Wednesday, May 13, 2009

Deregulation Enables Criminal Conduct

The developing world has gotten a lot of lipservice from our industries, but not a great deal of real help. The dumping of our wastes has emerged as a really squalid area of neglect by businesses that chase profits in the face of real damage to our world.

In dumping our wastes abroad, we are infecting our own world. It is horrible abuse to put profit motivation above the natural world that we all need to protect. Talk about our children and grandchildren's futures rings particularly hollow, when its financial institutions rather than safety and health that is being protected.

One business emerged today as leading the way toward responsible practice.
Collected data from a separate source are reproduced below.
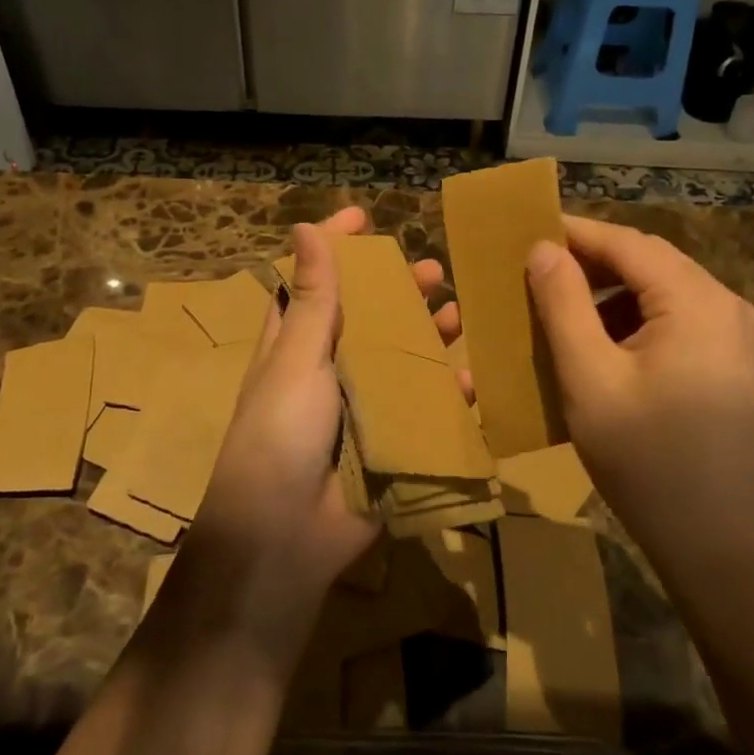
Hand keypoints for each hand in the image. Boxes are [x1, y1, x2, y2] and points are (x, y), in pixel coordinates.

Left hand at [182, 208, 459, 658]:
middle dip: (399, 291)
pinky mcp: (391, 443)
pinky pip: (426, 410)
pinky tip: (473, 380)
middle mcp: (330, 369)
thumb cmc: (280, 434)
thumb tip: (305, 227)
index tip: (366, 216)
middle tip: (435, 269)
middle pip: (369, 318)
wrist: (286, 538)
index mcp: (296, 344)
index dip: (338, 247)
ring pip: (403, 360)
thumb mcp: (296, 359)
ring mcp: (363, 407)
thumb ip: (313, 299)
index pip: (317, 281)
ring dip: (429, 336)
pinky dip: (449, 395)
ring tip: (459, 313)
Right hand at [524, 215, 753, 570]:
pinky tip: (602, 346)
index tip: (527, 228)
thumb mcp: (590, 379)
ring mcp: (737, 336)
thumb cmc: (648, 460)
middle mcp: (727, 306)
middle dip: (592, 262)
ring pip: (663, 292)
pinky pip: (677, 321)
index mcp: (697, 301)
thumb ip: (563, 306)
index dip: (575, 232)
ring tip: (561, 308)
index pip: (628, 243)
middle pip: (649, 262)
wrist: (724, 547)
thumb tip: (543, 249)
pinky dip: (635, 321)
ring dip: (611, 293)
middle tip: (535, 270)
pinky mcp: (734, 365)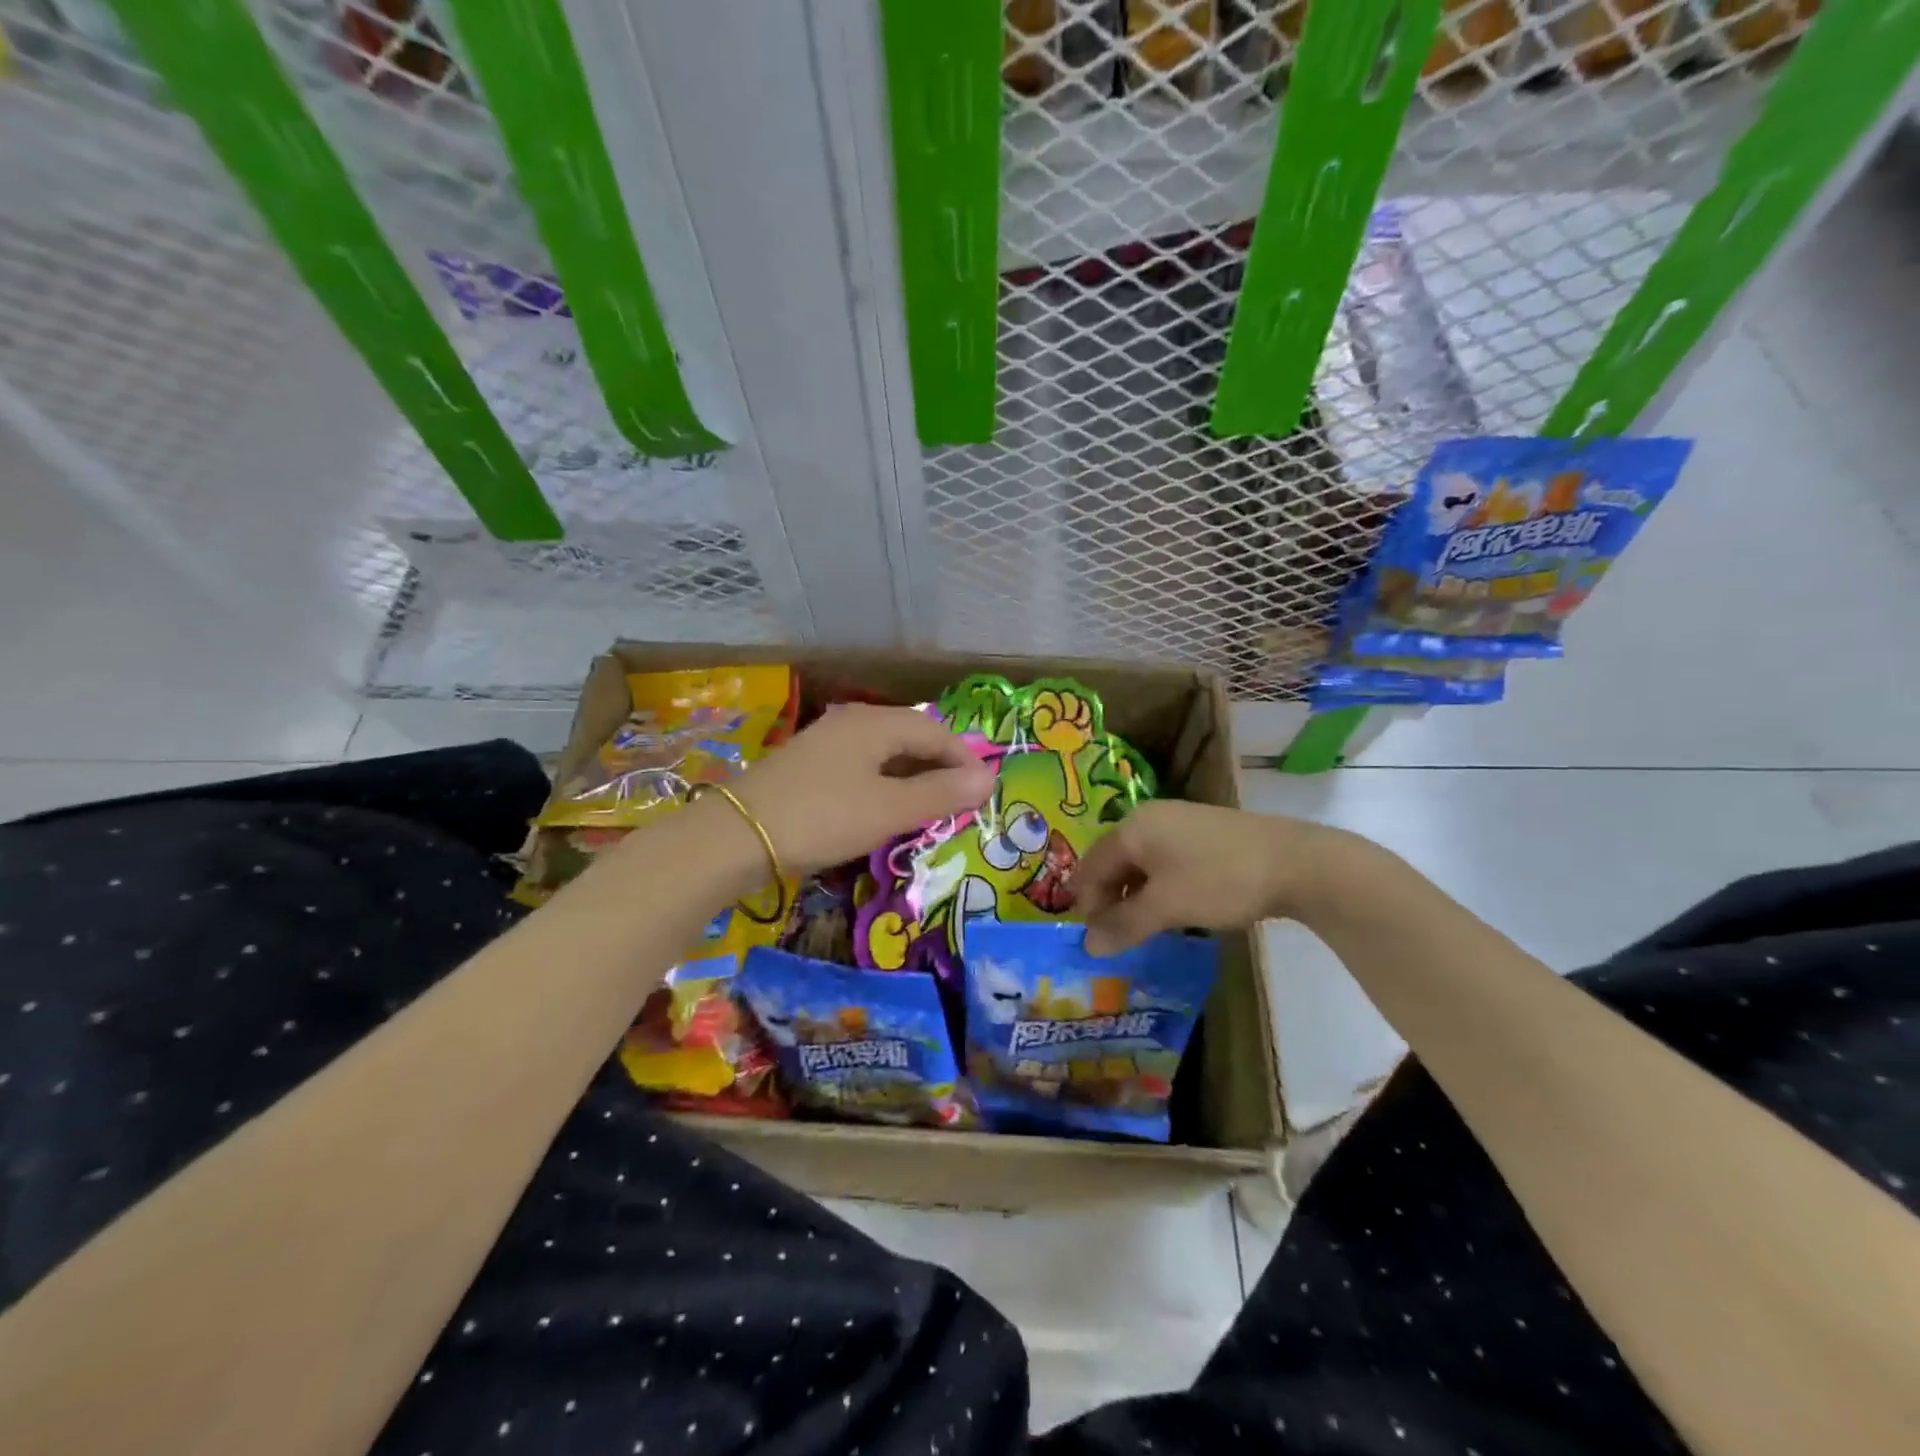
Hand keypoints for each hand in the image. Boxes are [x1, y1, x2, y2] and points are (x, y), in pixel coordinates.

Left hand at [731, 705, 995, 877]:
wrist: (735, 837)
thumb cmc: (823, 817)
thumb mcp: (890, 809)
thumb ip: (941, 793)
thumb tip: (990, 778)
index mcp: (875, 723)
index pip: (936, 733)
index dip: (964, 761)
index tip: (983, 794)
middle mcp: (852, 722)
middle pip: (910, 738)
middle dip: (939, 769)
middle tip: (959, 804)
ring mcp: (826, 742)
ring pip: (885, 755)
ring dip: (912, 779)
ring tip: (929, 811)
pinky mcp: (808, 766)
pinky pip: (861, 768)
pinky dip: (883, 786)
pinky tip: (884, 810)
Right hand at [1073, 800, 1347, 954]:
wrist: (1296, 862)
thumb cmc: (1219, 880)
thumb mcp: (1166, 907)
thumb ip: (1123, 926)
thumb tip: (1088, 947)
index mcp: (1132, 828)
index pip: (1091, 866)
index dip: (1087, 904)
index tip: (1094, 940)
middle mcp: (1149, 818)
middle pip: (1114, 862)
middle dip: (1110, 900)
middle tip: (1118, 938)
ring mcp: (1178, 822)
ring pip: (1141, 863)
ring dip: (1135, 896)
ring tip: (1145, 928)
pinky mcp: (1203, 833)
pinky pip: (1165, 861)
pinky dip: (1159, 887)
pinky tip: (1175, 909)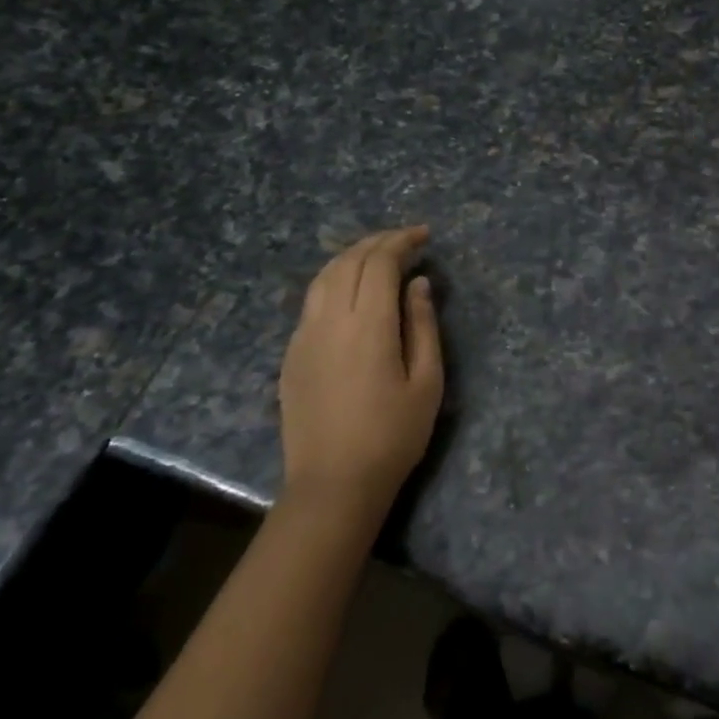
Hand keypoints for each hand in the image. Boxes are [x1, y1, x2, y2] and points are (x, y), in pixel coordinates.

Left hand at [279, 226, 443, 509]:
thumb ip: (422, 326)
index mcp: (367, 325)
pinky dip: (335, 279)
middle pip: (348, 261)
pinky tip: (352, 291)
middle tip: (406, 240)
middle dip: (378, 242)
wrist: (333, 483)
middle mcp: (329, 320)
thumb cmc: (392, 435)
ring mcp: (304, 336)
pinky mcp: (292, 354)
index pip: (379, 263)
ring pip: (324, 276)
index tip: (424, 236)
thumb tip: (417, 284)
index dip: (401, 241)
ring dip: (352, 256)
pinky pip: (312, 300)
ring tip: (378, 256)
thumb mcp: (427, 382)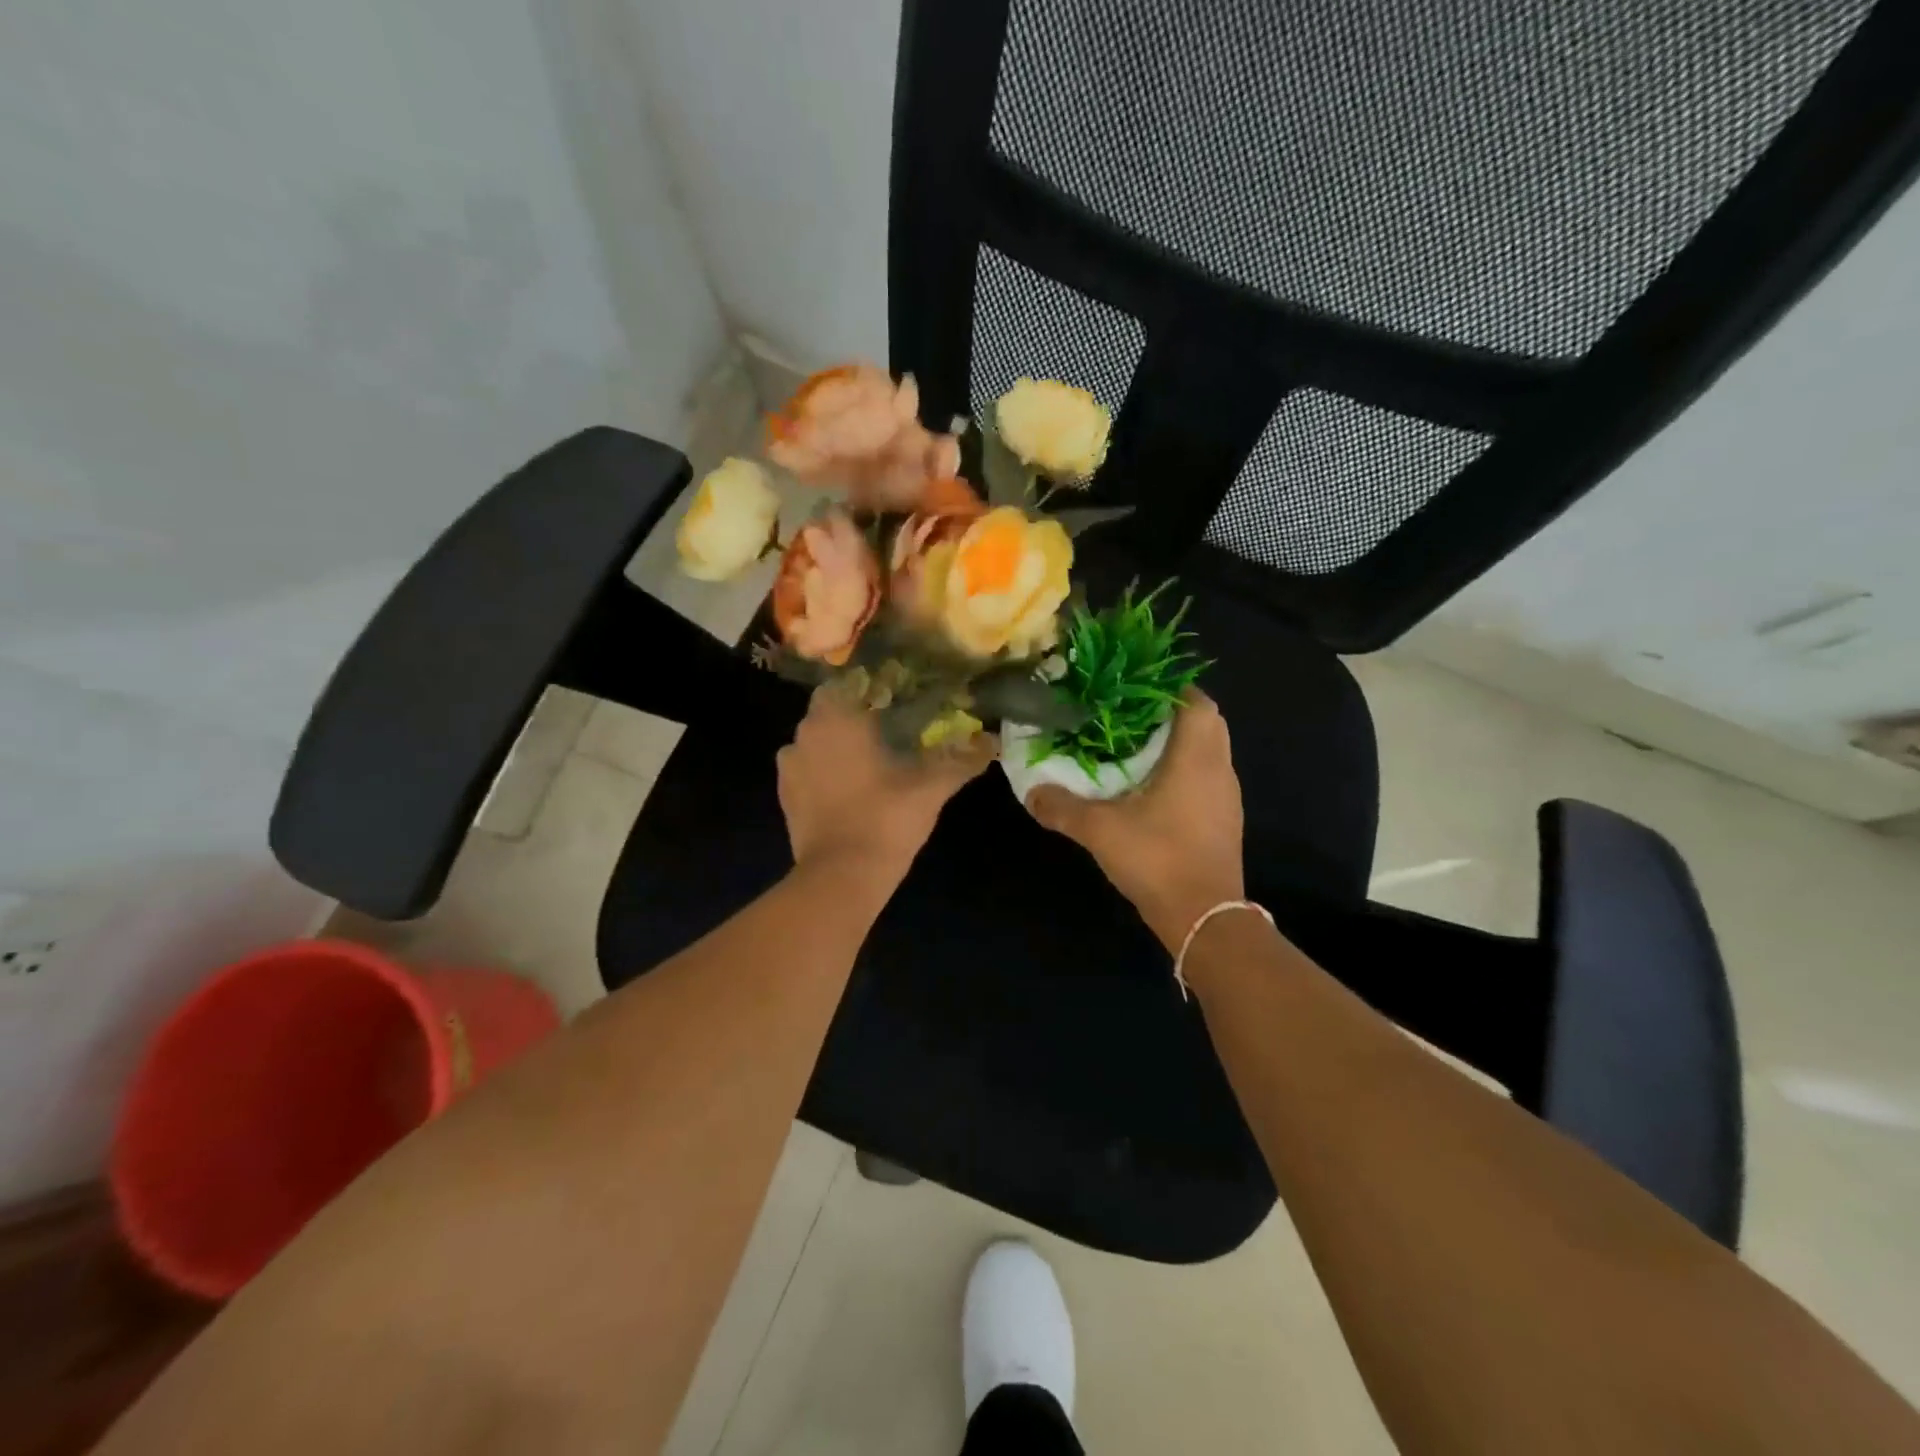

PC maker Dell Inc. on Tuesday formally banned the export of broken computers, monitors and parts to developing countries amid complaints that lax enforcement of environmental and worker-safety regulations have allowed an informal and often hazardous electronic-waste recycling industry to emerge.

Although Dell's announcement does not mark a significant change in the PC maker's behavior, environmental groups hope that by making its standards public, Dell will raise the bar for other electronics makers.

In the absence of U.S. regulations, those groups are banking on competitive pressure to make companies improve their e-waste practices.

"This is very significant announcement," said Barbara Kyle, national coordinator of the Electronics Takeback Coalition, which has long pressured Dell and other electronics makers to improve their recycling programs. "It may seem like nuance, but what Dell's doing is drawing a very sharp and clear line and saying they won't cross it, in a way that is just much brighter and clearer than the way anyone else does it."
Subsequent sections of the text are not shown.